• _INSTRUCTIONS TO FOLLOW_:
Please copy every line below that contains the string "Adonias".

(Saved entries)

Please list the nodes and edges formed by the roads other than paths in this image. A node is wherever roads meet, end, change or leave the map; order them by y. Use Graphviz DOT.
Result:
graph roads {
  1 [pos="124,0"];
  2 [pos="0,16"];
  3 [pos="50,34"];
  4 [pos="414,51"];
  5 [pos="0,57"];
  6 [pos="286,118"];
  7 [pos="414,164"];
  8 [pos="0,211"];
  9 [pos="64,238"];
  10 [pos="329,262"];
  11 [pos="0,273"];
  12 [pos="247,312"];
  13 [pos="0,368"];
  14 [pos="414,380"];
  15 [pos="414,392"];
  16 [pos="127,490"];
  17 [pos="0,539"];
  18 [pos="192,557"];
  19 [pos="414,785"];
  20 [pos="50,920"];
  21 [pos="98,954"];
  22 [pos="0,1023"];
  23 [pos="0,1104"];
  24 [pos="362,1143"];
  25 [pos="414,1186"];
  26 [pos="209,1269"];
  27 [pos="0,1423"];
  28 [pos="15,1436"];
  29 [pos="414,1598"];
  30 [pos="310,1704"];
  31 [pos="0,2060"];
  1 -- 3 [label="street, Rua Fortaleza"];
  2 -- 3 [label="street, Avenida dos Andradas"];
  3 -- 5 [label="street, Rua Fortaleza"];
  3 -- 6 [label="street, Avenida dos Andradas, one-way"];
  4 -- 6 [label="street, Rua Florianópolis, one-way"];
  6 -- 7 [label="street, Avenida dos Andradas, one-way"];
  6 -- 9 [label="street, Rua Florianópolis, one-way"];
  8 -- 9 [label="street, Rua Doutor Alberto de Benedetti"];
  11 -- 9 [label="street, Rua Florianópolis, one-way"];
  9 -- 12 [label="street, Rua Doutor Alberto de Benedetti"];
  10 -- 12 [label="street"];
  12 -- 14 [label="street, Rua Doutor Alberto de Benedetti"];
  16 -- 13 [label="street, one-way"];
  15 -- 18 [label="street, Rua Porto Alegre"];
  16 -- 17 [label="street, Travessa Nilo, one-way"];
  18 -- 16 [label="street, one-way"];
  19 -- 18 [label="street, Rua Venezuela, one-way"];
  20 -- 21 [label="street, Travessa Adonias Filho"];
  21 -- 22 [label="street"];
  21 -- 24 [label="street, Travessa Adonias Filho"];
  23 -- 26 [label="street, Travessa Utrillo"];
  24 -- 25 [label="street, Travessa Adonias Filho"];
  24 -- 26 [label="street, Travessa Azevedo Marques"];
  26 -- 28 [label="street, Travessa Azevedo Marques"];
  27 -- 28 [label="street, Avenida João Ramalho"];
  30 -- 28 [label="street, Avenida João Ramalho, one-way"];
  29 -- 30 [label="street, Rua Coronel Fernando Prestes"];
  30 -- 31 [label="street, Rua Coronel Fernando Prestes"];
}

• _OUTPUT_:
  20 -- 21 [label="street, Travessa Adonias Filho"];
  21 -- 24 [label="street, Travessa Adonias Filho"];
  24 -- 25 [label="street, Travessa Adonias Filho"];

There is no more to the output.